(Records from a dataset)
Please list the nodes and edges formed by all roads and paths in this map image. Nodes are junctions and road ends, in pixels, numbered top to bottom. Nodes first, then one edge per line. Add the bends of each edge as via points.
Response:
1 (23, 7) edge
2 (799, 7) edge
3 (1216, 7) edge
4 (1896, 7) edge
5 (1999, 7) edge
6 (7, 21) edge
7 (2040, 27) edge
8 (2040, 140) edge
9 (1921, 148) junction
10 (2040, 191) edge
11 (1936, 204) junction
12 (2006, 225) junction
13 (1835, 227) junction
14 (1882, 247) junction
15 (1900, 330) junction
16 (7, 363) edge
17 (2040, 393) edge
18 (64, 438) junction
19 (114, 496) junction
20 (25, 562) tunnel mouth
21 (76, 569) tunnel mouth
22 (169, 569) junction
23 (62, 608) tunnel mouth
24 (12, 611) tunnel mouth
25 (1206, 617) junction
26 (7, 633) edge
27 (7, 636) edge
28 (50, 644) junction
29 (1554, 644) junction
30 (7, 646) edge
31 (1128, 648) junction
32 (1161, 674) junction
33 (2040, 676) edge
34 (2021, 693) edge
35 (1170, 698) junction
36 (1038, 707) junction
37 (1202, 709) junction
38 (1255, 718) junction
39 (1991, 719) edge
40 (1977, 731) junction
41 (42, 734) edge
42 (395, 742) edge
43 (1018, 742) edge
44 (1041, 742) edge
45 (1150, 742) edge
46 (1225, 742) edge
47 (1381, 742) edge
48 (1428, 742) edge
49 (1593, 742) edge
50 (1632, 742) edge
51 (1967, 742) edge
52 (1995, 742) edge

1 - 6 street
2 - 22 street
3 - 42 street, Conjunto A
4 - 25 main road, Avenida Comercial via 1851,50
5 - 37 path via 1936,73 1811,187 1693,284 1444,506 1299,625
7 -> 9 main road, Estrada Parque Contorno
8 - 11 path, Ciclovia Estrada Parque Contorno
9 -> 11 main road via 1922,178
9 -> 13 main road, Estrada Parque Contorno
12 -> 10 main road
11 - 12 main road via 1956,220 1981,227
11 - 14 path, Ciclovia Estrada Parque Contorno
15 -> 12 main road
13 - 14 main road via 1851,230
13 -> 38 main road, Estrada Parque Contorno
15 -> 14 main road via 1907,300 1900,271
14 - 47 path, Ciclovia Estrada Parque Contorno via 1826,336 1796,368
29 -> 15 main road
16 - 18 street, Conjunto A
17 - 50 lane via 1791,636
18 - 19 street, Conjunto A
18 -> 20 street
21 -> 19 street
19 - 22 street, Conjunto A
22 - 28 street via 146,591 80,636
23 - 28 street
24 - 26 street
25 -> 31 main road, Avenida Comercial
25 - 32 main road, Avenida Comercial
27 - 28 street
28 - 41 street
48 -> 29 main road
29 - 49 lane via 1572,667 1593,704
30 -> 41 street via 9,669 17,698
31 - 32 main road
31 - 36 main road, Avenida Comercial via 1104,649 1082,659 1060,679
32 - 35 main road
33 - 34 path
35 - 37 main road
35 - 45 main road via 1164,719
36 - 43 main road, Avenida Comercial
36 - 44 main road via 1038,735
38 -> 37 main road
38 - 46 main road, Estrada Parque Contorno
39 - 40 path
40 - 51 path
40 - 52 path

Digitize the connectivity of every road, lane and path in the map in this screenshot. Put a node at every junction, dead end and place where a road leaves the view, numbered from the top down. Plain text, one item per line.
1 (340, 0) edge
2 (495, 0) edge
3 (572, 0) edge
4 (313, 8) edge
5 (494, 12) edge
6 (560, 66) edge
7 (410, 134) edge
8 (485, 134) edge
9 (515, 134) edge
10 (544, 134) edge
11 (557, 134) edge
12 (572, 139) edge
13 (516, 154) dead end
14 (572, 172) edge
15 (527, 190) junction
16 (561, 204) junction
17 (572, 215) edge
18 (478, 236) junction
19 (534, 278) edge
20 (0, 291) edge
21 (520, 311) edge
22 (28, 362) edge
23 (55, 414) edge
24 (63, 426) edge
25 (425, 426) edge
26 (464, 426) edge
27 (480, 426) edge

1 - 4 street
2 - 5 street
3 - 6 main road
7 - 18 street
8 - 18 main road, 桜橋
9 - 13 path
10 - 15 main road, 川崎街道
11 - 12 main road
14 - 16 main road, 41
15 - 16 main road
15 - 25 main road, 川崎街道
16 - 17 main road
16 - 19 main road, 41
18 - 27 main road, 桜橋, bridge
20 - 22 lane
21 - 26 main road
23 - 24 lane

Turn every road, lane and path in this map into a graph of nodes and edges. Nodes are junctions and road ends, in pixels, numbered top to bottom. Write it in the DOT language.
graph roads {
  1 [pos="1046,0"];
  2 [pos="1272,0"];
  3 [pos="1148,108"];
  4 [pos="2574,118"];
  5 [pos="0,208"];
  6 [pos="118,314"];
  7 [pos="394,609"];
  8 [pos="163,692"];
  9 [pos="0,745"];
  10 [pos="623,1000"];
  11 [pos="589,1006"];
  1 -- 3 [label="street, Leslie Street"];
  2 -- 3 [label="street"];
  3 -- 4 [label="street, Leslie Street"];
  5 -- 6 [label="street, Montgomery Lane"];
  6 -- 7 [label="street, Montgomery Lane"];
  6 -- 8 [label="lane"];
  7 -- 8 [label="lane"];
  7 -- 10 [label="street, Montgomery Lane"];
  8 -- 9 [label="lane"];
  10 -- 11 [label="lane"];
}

> [Task]: In full and without changes, give the data above once more.

> [Output of the task]:
Please list the nodes and edges formed by all roads and paths in this map image. Nodes are junctions and road ends, in pixels, numbered top to bottom. Nodes first, then one edge per line. Add the bends of each edge as via points.
Response:
1 (23, 7) edge
2 (799, 7) edge
3 (1216, 7) edge
4 (1896, 7) edge
5 (1999, 7) edge
6 (7, 21) edge
7 (2040, 27) edge
8 (2040, 140) edge
9 (1921, 148) junction
10 (2040, 191) edge
11 (1936, 204) junction
12 (2006, 225) junction
13 (1835, 227) junction
14 (1882, 247) junction
15 (1900, 330) junction
16 (7, 363) edge
17 (2040, 393) edge
18 (64, 438) junction
19 (114, 496) junction
20 (25, 562) tunnel mouth
21 (76, 569) tunnel mouth
22 (169, 569) junction
23 (62, 608) tunnel mouth
24 (12, 611) tunnel mouth
25 (1206, 617) junction
26 (7, 633) edge
27 (7, 636) edge
28 (50, 644) junction
29 (1554, 644) junction
30 (7, 646) edge
31 (1128, 648) junction
32 (1161, 674) junction
33 (2040, 676) edge
34 (2021, 693) edge
35 (1170, 698) junction
36 (1038, 707) junction
37 (1202, 709) junction
38 (1255, 718) junction
39 (1991, 719) edge
40 (1977, 731) junction
41 (42, 734) edge
42 (395, 742) edge
43 (1018, 742) edge
44 (1041, 742) edge
45 (1150, 742) edge
46 (1225, 742) edge
47 (1381, 742) edge
48 (1428, 742) edge
49 (1593, 742) edge
50 (1632, 742) edge
51 (1967, 742) edge
52 (1995, 742) edge

1 - 6 street
2 - 22 street
3 - 42 street, Conjunto A
4 - 25 main road, Avenida Comercial via 1851,50
5 - 37 path via 1936,73 1811,187 1693,284 1444,506 1299,625
7 -> 9 main road, Estrada Parque Contorno
8 - 11 path, Ciclovia Estrada Parque Contorno
9 -> 11 main road via 1922,178
9 -> 13 main road, Estrada Parque Contorno
12 -> 10 main road
11 - 12 main road via 1956,220 1981,227
11 - 14 path, Ciclovia Estrada Parque Contorno
15 -> 12 main road
13 - 14 main road via 1851,230
13 -> 38 main road, Estrada Parque Contorno
15 -> 14 main road via 1907,300 1900,271
14 - 47 path, Ciclovia Estrada Parque Contorno via 1826,336 1796,368
29 -> 15 main road
16 - 18 street, Conjunto A
17 - 50 lane via 1791,636
18 - 19 street, Conjunto A
18 -> 20 street
21 -> 19 street
19 - 22 street, Conjunto A
22 - 28 street via 146,591 80,636
23 - 28 street
24 - 26 street
25 -> 31 main road, Avenida Comercial
25 - 32 main road, Avenida Comercial
27 - 28 street
28 - 41 street
48 -> 29 main road
29 - 49 lane via 1572,667 1593,704
30 -> 41 street via 9,669 17,698
31 - 32 main road
31 - 36 main road, Avenida Comercial via 1104,649 1082,659 1060,679
32 - 35 main road
33 - 34 path
35 - 37 main road
35 - 45 main road via 1164,719
36 - 43 main road, Avenida Comercial
36 - 44 main road via 1038,735
38 -> 37 main road
38 - 46 main road, Estrada Parque Contorno
39 - 40 path
40 - 51 path
40 - 52 path

Digitize the connectivity of every road, lane and path in the map in this screenshot. Put a node at every junction, dead end and place where a road leaves the view, numbered from the top down. Plain text, one item per line.
1 (340, 0) edge
2 (495, 0) edge
3 (572, 0) edge
4 (313, 8) edge
5 (494, 12) edge
6 (560, 66) edge
7 (410, 134) edge
8 (485, 134) edge
9 (515, 134) edge
10 (544, 134) edge
11 (557, 134) edge
12 (572, 139) edge
13 (516, 154) dead end
14 (572, 172) edge
15 (527, 190) junction
16 (561, 204) junction
17 (572, 215) edge
18 (478, 236) junction
19 (534, 278) edge
20 (0, 291) edge
21 (520, 311) edge
22 (28, 362) edge
23 (55, 414) edge
24 (63, 426) edge
25 (425, 426) edge
26 (464, 426) edge
27 (480, 426) edge

1 - 4 street
2 - 5 street
3 - 6 main road
7 - 18 street
8 - 18 main road, 桜橋
9 - 13 path
10 - 15 main road, 川崎街道
11 - 12 main road
14 - 16 main road, 41
15 - 16 main road
15 - 25 main road, 川崎街道
16 - 17 main road
16 - 19 main road, 41
18 - 27 main road, 桜橋, bridge
20 - 22 lane
21 - 26 main road
23 - 24 lane

Turn every road, lane and path in this map into a graph of nodes and edges. Nodes are junctions and road ends, in pixels, numbered top to bottom. Write it in the DOT language.
graph roads {
  1 [pos="1046,0"];
  2 [pos="1272,0"];
  3 [pos="1148,108"];
  4 [pos="2574,118"];
  5 [pos="0,208"];
  6 [pos="118,314"];
  7 [pos="394,609"];
  8 [pos="163,692"];
  9 [pos="0,745"];
  10 [pos="623,1000"];
  11 [pos="589,1006"];
  1 -- 3 [label="street, Leslie Street"];
  2 -- 3 [label="street"];
  3 -- 4 [label="street, Leslie Street"];
  5 -- 6 [label="street, Montgomery Lane"];
  6 -- 7 [label="street, Montgomery Lane"];
  6 -- 8 [label="lane"];
  7 -- 8 [label="lane"];
  7 -- 10 [label="street, Montgomery Lane"];
  8 -- 9 [label="lane"];
  10 -- 11 [label="lane"];
}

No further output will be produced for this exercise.